Loi du bon samaritain
Formation RCR et Secourisme Québec
Le Bon Samaritain : compassion et protection
Tirée de la Bible (Luc 10 :25-37), la parabole du Bon Samaritain raconte comment un voyageur laissé pour mort est secouru par un inconnu qui le soigne et veille sur lui. Au-delà de son contexte religieux, elle porte un message universel : l'obligation morale de porter secours à autrui en danger, par compassion et altruisme.
Inspirées de ce principe, de nombreuses lois dites du Bon Samaritain ont été adoptées à travers le monde pour protéger contre les poursuites ceux qui portent assistance de bonne foi en situation d'urgence. La portée exacte de cette protection varie toutefois d'une juridiction à l'autre : voici ce que prévoit la loi applicable à votre région.
Votre protection en vertu de la loi
Au Québec, le secouriste bénévole est protégé par l'article 1471 du Code civil, qui l'exonère de toute responsabilité pour le préjudice causé en portant secours, sauf faute intentionnelle ou faute lourde. Cette même protection couvre l'usage d'un défibrillateur lors d'une intervention de bonne foi. Autrement dit, celui qui agit pour sauver une vie n'a pas à craindre les conséquences juridiques d'un geste posé avec sincérité et prudence.

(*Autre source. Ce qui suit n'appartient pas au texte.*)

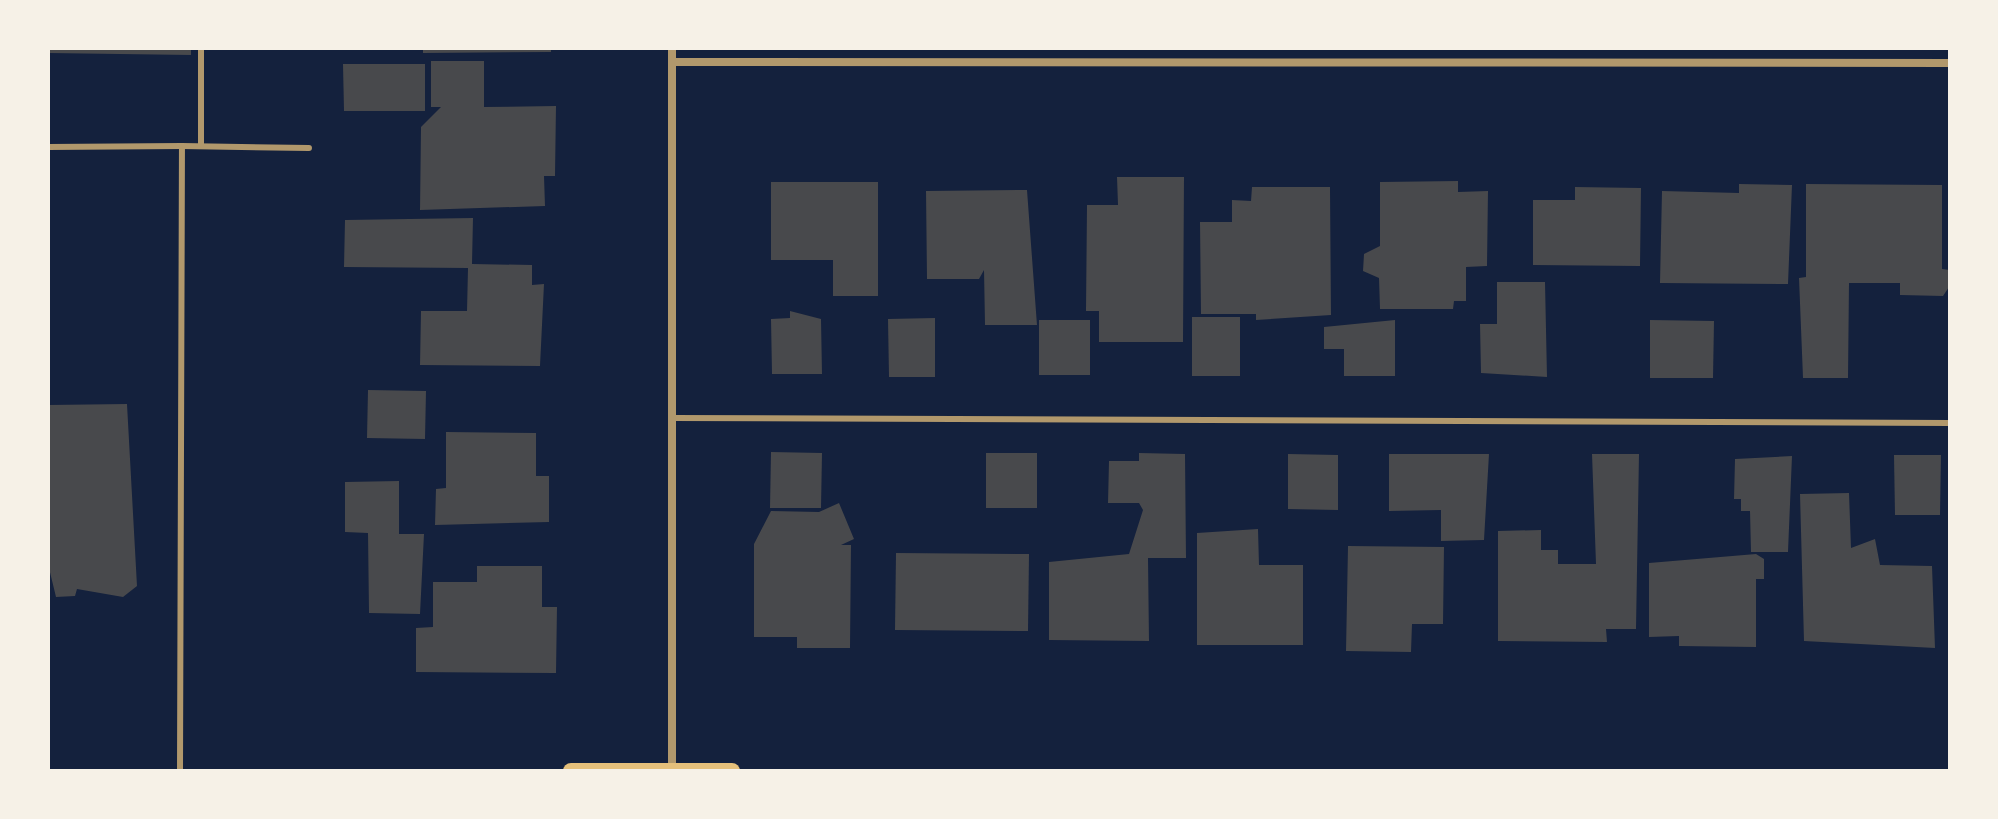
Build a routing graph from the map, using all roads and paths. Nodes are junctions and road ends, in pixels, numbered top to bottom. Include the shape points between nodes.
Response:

Obligation de porter secours
Le Québec occupe une place singulière au Canada : l'article 2 de la Charte des droits et libertés de la personne y consacre un véritable devoir de porter secours à toute personne dont la vie est en péril, et son manquement constitue une infraction. Loin d'être une menace, cette obligation traduit une conviction collective : la vie d'autrui nous concerne tous. Et parce que le Code civil protège en retour le sauveteur de bonne foi, jusque dans l'usage d'un DEA, la loi vous demande d'agir tout en vous garantissant de pouvoir le faire sereinement.
Pourquoi la formation est essentielle
Au Québec, la loi vous invite à agir — mais c'est la compétence qui transforme cette invitation en pouvoir réel de sauver. Lors d'un arrêt cardiaque, les chances de survie diminuent d'environ 10 % à chaque minute sans réanimation, et le témoin présent est le premier maillon de la chaîne de survie, bien avant l'arrivée des secours. Se former à la RCR et au maniement d'un DEA, c'est répondre à l'esprit de la Charte non par obligation, mais par conviction : être prêt à tendre la main quand une vie en dépend. Ce jour-là, savoir quoi faire ne sera plus une question de loi, mais de vie.